Could you print every record below exactly as it appears?

■ ■ ■ ■

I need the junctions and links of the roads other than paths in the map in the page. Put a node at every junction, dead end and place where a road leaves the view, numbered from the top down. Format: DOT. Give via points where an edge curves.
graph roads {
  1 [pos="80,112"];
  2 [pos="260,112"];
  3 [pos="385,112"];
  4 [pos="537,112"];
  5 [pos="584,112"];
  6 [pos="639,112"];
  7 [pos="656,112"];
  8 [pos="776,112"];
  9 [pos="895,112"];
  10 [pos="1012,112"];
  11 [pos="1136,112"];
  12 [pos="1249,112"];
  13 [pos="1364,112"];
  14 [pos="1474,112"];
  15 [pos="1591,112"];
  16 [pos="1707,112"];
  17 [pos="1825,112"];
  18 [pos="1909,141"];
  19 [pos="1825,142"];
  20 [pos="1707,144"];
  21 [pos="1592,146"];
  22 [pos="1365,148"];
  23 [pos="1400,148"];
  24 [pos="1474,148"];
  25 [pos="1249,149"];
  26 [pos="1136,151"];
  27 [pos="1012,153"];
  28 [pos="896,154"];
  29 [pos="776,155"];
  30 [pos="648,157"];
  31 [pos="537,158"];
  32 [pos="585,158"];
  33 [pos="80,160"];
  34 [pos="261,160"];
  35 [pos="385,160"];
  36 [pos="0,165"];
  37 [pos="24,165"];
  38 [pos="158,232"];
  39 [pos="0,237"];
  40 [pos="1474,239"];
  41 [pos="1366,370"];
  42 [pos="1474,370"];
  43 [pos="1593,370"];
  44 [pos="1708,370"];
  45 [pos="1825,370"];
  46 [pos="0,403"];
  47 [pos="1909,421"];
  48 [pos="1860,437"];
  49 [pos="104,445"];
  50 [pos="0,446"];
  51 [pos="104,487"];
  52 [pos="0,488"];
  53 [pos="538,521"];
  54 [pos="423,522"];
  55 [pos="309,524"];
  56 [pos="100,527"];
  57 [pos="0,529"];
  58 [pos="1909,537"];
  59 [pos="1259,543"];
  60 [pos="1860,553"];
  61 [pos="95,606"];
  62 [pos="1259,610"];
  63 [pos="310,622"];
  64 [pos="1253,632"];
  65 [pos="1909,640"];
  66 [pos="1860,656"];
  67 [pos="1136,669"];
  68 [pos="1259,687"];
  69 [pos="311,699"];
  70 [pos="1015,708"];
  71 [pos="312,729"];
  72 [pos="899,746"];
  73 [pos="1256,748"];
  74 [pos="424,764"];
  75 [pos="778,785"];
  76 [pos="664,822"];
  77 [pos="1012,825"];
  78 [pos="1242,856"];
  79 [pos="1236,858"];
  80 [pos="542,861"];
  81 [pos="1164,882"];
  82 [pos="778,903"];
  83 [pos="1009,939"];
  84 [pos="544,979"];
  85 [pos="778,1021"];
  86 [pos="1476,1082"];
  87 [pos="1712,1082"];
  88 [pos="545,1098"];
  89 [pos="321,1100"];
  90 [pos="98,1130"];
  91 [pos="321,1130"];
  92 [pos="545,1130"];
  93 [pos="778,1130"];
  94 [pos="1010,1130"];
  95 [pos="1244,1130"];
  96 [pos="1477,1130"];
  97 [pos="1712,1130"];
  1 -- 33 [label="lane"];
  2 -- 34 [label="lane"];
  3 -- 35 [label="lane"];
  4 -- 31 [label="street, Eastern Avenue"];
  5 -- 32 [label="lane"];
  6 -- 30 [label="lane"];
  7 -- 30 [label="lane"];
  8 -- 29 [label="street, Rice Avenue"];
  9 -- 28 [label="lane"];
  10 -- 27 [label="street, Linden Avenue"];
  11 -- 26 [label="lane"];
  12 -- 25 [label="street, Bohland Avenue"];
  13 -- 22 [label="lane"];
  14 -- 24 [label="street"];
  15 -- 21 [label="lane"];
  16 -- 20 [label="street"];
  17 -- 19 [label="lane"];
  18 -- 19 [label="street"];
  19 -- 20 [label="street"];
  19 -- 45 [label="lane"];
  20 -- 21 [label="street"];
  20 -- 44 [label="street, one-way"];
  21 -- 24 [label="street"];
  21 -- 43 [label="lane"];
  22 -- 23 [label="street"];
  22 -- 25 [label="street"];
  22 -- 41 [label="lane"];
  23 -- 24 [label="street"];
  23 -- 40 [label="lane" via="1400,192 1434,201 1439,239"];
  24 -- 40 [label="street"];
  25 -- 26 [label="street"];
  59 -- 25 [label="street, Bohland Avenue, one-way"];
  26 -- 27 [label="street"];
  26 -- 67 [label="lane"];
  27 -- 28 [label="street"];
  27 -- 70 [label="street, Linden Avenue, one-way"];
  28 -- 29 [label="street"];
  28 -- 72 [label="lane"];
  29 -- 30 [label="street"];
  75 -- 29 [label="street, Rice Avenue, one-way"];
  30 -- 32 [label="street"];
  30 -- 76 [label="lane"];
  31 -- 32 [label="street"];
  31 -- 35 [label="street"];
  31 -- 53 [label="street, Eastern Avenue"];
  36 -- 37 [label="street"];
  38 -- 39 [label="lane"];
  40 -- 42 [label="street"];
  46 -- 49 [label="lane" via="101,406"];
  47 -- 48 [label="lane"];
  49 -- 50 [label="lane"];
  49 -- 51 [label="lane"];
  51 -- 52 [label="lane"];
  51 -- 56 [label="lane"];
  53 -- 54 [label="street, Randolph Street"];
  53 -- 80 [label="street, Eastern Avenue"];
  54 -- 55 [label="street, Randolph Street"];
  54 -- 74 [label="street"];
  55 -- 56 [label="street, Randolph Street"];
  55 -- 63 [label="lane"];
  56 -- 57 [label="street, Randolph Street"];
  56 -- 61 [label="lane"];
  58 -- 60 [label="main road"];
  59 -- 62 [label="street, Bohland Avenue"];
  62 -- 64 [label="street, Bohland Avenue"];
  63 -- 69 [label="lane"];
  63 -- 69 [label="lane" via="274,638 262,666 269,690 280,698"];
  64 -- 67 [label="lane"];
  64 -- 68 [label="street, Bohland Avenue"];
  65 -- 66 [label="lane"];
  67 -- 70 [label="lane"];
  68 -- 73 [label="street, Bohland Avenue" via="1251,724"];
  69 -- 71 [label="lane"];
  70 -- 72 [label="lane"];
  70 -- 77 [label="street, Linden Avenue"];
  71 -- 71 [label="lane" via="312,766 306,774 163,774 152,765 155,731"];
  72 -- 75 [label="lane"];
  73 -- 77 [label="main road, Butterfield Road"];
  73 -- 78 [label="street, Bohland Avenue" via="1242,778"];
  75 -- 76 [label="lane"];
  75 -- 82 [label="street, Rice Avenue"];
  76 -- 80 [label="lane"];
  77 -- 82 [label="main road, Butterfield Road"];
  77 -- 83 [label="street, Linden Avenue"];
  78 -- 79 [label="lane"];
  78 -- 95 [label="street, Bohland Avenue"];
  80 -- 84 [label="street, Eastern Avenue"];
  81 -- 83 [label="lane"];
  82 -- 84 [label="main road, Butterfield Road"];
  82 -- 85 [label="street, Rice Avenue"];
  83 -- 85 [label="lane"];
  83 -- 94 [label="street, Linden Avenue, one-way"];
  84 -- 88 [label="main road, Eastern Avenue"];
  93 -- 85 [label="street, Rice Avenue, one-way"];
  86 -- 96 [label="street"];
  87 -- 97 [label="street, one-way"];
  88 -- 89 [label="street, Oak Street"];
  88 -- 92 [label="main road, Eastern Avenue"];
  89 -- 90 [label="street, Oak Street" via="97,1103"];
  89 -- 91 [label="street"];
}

■ ■ ■ ■

■ SOLUTION:
I need the junctions and links of the roads other than paths in the map in the page. Put a node at every junction, dead end and place where a road leaves the view, numbered from the top down. Format: DOT. Give via points where an edge curves.
graph roads {
  1 [pos="80,112"];
  2 [pos="260,112"];
  3 [pos="385,112"];
  4 [pos="537,112"];
  5 [pos="584,112"];
  6 [pos="639,112"];
  7 [pos="656,112"];
  8 [pos="776,112"];
  9 [pos="895,112"];
  10 [pos="1012,112"];
  11 [pos="1136,112"];
  12 [pos="1249,112"];
  13 [pos="1364,112"];
  14 [pos="1474,112"];
  15 [pos="1591,112"];
  16 [pos="1707,112"];
  17 [pos="1825,112"];
  18 [pos="1909,141"];
  19 [pos="1825,142"];
  20 [pos="1707,144"];
  21 [pos="1592,146"];
  22 [pos="1365,148"];
  23 [pos="1400,148"];
  24 [pos="1474,148"];
  25 [pos="1249,149"];
  26 [pos="1136,151"];
  27 [pos="1012,153"];
  28 [pos="896,154"];
  29 [pos="776,155"];
  30 [pos="648,157"];
  31 [pos="537,158"];
  32 [pos="585,158"];
  33 [pos="80,160"];
  34 [pos="261,160"];
  35 [pos="385,160"];
  36 [pos="0,165"];
  37 [pos="24,165"];
  38 [pos="158,232"];
  39 [pos="0,237"];
  40 [pos="1474,239"];
  41 [pos="1366,370"];
  42 [pos="1474,370"];
  43 [pos="1593,370"];
  44 [pos="1708,370"];
  45 [pos="1825,370"];
  46 [pos="0,403"];
  47 [pos="1909,421"];
  48 [pos="1860,437"];
  49 [pos="104,445"];
  50 [pos="0,446"];
  51 [pos="104,487"];
  52 [pos="0,488"];
  53 [pos="538,521"];
  54 [pos="423,522"];
  55 [pos="309,524"];
  56 [pos="100,527"];
  57 [pos="0,529"];
  58 [pos="1909,537"];
  59 [pos="1259,543"];
  60 [pos="1860,553"];
  61 [pos="95,606"];
  62 [pos="1259,610"];
  63 [pos="310,622"];
  64 [pos="1253,632"];
  65 [pos="1909,640"];
  66 [pos="1860,656"];
  67 [pos="1136,669"];
  68 [pos="1259,687"];
  69 [pos="311,699"];
  70 [pos="1015,708"];
  71 [pos="312,729"];
  72 [pos="899,746"];
  73 [pos="1256,748"];
  74 [pos="424,764"];
  75 [pos="778,785"];
  76 [pos="664,822"];
  77 [pos="1012,825"];
  78 [pos="1242,856"];
  79 [pos="1236,858"];
  80 [pos="542,861"];
  81 [pos="1164,882"];
  82 [pos="778,903"];
  83 [pos="1009,939"];
  84 [pos="544,979"];
  85 [pos="778,1021"];
  86 [pos="1476,1082"];
  87 [pos="1712,1082"];
  88 [pos="545,1098"];
  89 [pos="321,1100"];
  90 [pos="98,1130"];
  91 [pos="321,1130"];
  92 [pos="545,1130"];
  93 [pos="778,1130"];
  94 [pos="1010,1130"];
  95 [pos="1244,1130"];
  96 [pos="1477,1130"];
  97 [pos="1712,1130"];
  1 -- 33 [label="lane"];
  2 -- 34 [label="lane"];
  3 -- 35 [label="lane"];
  4 -- 31 [label="street, Eastern Avenue"];
  5 -- 32 [label="lane"];
  6 -- 30 [label="lane"];
  7 -- 30 [label="lane"];
  8 -- 29 [label="street, Rice Avenue"];
  9 -- 28 [label="lane"];
  10 -- 27 [label="street, Linden Avenue"];
  11 -- 26 [label="lane"];
  12 -- 25 [label="street, Bohland Avenue"];
  13 -- 22 [label="lane"];
  14 -- 24 [label="street"];
  15 -- 21 [label="lane"];
  16 -- 20 [label="street"];
  17 -- 19 [label="lane"];
  18 -- 19 [label="street"];
  19 -- 20 [label="street"];
  19 -- 45 [label="lane"];
  20 -- 21 [label="street"];
  20 -- 44 [label="street, one-way"];
  21 -- 24 [label="street"];
  21 -- 43 [label="lane"];
  22 -- 23 [label="street"];
  22 -- 25 [label="street"];
  22 -- 41 [label="lane"];
  23 -- 24 [label="street"];
  23 -- 40 [label="lane" via="1400,192 1434,201 1439,239"];
  24 -- 40 [label="street"];
  25 -- 26 [label="street"];
  59 -- 25 [label="street, Bohland Avenue, one-way"];
  26 -- 27 [label="street"];
  26 -- 67 [label="lane"];
  27 -- 28 [label="street"];
  27 -- 70 [label="street, Linden Avenue, one-way"];
  28 -- 29 [label="street"];
  28 -- 72 [label="lane"];
  29 -- 30 [label="street"];
  75 -- 29 [label="street, Rice Avenue, one-way"];
  30 -- 32 [label="street"];
  30 -- 76 [label="lane"];
  31 -- 32 [label="street"];
  31 -- 35 [label="street"];
  31 -- 53 [label="street, Eastern Avenue"];
  36 -- 37 [label="street"];
  38 -- 39 [label="lane"];
  40 -- 42 [label="street"];
  46 -- 49 [label="lane" via="101,406"];
  47 -- 48 [label="lane"];
  49 -- 50 [label="lane"];
  49 -- 51 [label="lane"];
  51 -- 52 [label="lane"];
  51 -- 56 [label="lane"];
  53 -- 54 [label="street, Randolph Street"];
  53 -- 80 [label="street, Eastern Avenue"];
  54 -- 55 [label="street, Randolph Street"];
  54 -- 74 [label="street"];
  55 -- 56 [label="street, Randolph Street"];
  55 -- 63 [label="lane"];
  56 -- 57 [label="street, Randolph Street"];
  56 -- 61 [label="lane"];
  58 -- 60 [label="main road"];
  59 -- 62 [label="street, Bohland Avenue"];
  62 -- 64 [label="street, Bohland Avenue"];
  63 -- 69 [label="lane"];
  63 -- 69 [label="lane" via="274,638 262,666 269,690 280,698"];
  64 -- 67 [label="lane"];
  64 -- 68 [label="street, Bohland Avenue"];
  65 -- 66 [label="lane"];
  67 -- 70 [label="lane"];
  68 -- 73 [label="street, Bohland Avenue" via="1251,724"];
  69 -- 71 [label="lane"];
  70 -- 72 [label="lane"];
  70 -- 77 [label="street, Linden Avenue"];
  71 -- 71 [label="lane" via="312,766 306,774 163,774 152,765 155,731"];
  72 -- 75 [label="lane"];
  73 -- 77 [label="main road, Butterfield Road"];
  73 -- 78 [label="street, Bohland Avenue" via="1242,778"];
  75 -- 76 [label="lane"];
  75 -- 82 [label="street, Rice Avenue"];
  76 -- 80 [label="lane"];
  77 -- 82 [label="main road, Butterfield Road"];
  77 -- 83 [label="street, Linden Avenue"];
  78 -- 79 [label="lane"];
  78 -- 95 [label="street, Bohland Avenue"];
  80 -- 84 [label="street, Eastern Avenue"];
  81 -- 83 [label="lane"];
  82 -- 84 [label="main road, Butterfield Road"];
  82 -- 85 [label="street, Rice Avenue"];
  83 -- 85 [label="lane"];
  83 -- 94 [label="street, Linden Avenue, one-way"];
  84 -- 88 [label="main road, Eastern Avenue"];
  93 -- 85 [label="street, Rice Avenue, one-way"];
  86 -- 96 [label="street"];
  87 -- 97 [label="street, one-way"];
  88 -- 89 [label="street, Oak Street"];
  88 -- 92 [label="main road, Eastern Avenue"];
  89 -- 90 [label="street, Oak Street" via="97,1103"];
  89 -- 91 [label="street"];
}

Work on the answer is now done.